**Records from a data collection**
⁂

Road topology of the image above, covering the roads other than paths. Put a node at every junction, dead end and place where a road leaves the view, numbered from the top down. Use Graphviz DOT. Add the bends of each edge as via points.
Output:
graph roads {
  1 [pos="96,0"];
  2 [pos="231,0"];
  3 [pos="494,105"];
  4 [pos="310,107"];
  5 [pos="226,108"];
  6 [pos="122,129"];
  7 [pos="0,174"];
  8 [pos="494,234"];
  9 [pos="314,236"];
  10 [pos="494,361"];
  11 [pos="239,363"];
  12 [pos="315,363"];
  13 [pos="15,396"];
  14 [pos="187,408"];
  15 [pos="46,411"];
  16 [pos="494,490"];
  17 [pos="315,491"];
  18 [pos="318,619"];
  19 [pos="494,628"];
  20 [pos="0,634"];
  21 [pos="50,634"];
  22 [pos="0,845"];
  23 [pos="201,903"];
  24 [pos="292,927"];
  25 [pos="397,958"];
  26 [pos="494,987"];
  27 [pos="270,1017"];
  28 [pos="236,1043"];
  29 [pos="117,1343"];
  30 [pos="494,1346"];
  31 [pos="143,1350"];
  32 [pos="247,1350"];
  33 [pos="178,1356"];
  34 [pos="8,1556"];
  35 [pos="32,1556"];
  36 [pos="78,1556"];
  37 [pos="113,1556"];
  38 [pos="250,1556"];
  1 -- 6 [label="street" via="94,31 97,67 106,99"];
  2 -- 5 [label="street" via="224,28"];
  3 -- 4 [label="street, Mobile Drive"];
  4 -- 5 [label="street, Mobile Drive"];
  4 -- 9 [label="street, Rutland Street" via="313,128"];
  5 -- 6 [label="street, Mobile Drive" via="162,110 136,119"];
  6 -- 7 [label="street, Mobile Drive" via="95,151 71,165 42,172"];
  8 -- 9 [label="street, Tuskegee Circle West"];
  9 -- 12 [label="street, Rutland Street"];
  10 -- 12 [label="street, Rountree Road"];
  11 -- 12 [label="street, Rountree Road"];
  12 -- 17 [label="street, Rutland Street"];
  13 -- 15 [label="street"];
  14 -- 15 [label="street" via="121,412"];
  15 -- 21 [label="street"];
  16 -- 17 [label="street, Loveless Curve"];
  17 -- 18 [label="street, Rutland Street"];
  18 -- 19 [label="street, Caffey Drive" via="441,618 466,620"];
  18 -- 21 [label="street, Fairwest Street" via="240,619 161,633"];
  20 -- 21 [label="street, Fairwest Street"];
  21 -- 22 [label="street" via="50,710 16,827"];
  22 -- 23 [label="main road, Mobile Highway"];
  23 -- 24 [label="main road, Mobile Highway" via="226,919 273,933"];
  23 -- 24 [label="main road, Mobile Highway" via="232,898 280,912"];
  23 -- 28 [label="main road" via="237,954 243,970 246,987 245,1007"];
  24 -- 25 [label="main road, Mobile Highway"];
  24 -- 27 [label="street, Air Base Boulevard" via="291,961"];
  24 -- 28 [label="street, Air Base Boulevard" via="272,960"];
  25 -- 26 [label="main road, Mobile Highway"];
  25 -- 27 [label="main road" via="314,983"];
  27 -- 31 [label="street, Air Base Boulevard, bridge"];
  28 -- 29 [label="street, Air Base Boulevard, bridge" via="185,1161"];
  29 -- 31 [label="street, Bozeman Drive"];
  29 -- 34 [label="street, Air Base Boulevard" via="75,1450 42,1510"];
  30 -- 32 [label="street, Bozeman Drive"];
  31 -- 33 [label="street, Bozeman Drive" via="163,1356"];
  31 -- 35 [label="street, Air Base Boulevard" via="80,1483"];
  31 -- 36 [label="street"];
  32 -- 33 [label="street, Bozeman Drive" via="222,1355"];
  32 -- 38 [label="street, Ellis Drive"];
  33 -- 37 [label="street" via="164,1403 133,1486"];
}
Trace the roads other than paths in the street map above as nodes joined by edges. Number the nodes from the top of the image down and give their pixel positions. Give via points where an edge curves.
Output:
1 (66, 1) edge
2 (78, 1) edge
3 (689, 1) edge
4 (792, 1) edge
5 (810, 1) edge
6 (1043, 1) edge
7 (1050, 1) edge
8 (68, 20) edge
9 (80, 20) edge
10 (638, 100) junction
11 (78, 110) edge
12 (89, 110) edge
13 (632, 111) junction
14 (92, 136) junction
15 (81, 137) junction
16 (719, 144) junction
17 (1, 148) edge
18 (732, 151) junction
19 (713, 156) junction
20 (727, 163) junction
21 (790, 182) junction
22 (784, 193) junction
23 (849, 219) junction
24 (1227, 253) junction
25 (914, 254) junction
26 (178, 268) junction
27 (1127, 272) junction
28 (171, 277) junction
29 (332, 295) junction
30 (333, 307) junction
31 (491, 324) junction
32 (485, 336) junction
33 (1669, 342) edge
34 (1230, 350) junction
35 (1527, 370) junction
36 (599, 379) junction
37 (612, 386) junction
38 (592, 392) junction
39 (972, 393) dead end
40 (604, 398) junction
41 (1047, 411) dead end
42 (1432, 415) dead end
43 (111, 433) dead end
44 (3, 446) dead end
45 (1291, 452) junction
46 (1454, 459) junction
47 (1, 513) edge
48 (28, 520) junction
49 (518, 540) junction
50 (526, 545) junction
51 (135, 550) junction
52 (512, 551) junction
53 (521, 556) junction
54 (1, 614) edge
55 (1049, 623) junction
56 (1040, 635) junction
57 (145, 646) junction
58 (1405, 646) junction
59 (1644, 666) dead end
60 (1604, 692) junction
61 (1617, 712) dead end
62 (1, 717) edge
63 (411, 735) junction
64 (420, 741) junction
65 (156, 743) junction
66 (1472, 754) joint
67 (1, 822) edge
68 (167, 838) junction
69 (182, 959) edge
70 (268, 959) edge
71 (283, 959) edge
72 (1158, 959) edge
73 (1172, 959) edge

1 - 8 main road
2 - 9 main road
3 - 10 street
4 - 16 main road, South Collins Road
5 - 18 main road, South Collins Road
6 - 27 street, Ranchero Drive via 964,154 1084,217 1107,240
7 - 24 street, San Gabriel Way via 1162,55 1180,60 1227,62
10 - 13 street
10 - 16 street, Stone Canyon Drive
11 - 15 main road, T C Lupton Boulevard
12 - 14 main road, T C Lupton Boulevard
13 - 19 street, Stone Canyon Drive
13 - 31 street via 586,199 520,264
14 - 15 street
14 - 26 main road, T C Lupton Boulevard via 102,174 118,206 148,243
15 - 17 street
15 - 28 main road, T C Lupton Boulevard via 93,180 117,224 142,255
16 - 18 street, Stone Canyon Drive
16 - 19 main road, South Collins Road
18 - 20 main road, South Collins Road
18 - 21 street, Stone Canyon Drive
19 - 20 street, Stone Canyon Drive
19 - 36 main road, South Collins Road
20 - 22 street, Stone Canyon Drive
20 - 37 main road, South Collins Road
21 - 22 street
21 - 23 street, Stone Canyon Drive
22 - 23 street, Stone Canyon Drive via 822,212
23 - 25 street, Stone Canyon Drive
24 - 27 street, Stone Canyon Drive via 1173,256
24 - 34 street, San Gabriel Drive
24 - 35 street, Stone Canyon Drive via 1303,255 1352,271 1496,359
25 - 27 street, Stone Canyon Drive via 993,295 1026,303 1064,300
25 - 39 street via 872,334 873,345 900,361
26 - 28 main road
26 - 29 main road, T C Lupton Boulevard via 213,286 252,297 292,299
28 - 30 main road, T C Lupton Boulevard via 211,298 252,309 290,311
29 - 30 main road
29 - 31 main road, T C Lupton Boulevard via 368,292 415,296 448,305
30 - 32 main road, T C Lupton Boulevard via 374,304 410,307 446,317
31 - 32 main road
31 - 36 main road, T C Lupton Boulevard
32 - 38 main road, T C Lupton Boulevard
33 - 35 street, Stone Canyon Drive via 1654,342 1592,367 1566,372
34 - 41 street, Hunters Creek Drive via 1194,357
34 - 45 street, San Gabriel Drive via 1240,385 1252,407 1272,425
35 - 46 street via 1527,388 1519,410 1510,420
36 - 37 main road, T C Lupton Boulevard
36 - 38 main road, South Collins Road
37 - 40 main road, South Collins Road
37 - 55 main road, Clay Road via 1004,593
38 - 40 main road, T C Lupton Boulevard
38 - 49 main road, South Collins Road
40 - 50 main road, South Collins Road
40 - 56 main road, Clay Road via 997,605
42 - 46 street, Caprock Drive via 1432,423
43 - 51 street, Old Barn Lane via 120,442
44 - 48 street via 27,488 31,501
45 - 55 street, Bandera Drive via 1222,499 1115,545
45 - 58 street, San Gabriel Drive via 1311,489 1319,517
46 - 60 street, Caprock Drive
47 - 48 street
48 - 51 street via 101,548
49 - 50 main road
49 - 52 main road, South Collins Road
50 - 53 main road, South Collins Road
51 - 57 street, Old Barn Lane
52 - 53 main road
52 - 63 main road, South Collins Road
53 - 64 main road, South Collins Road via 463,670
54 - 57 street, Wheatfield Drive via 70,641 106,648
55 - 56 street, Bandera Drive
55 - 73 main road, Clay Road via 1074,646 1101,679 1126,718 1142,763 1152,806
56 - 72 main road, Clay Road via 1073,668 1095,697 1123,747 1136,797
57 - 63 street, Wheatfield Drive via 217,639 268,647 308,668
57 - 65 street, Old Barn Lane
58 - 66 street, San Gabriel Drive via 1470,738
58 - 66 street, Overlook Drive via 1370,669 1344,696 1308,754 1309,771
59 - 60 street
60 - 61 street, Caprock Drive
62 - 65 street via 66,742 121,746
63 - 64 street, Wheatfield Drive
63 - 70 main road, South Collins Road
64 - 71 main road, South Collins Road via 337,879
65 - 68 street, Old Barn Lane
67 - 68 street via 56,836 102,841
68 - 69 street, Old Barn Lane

⁂

**WORK TASK**
Your reply should be one number, the count of lines in the data that include the word "Rountree".

**WRITTEN ANSWER**
2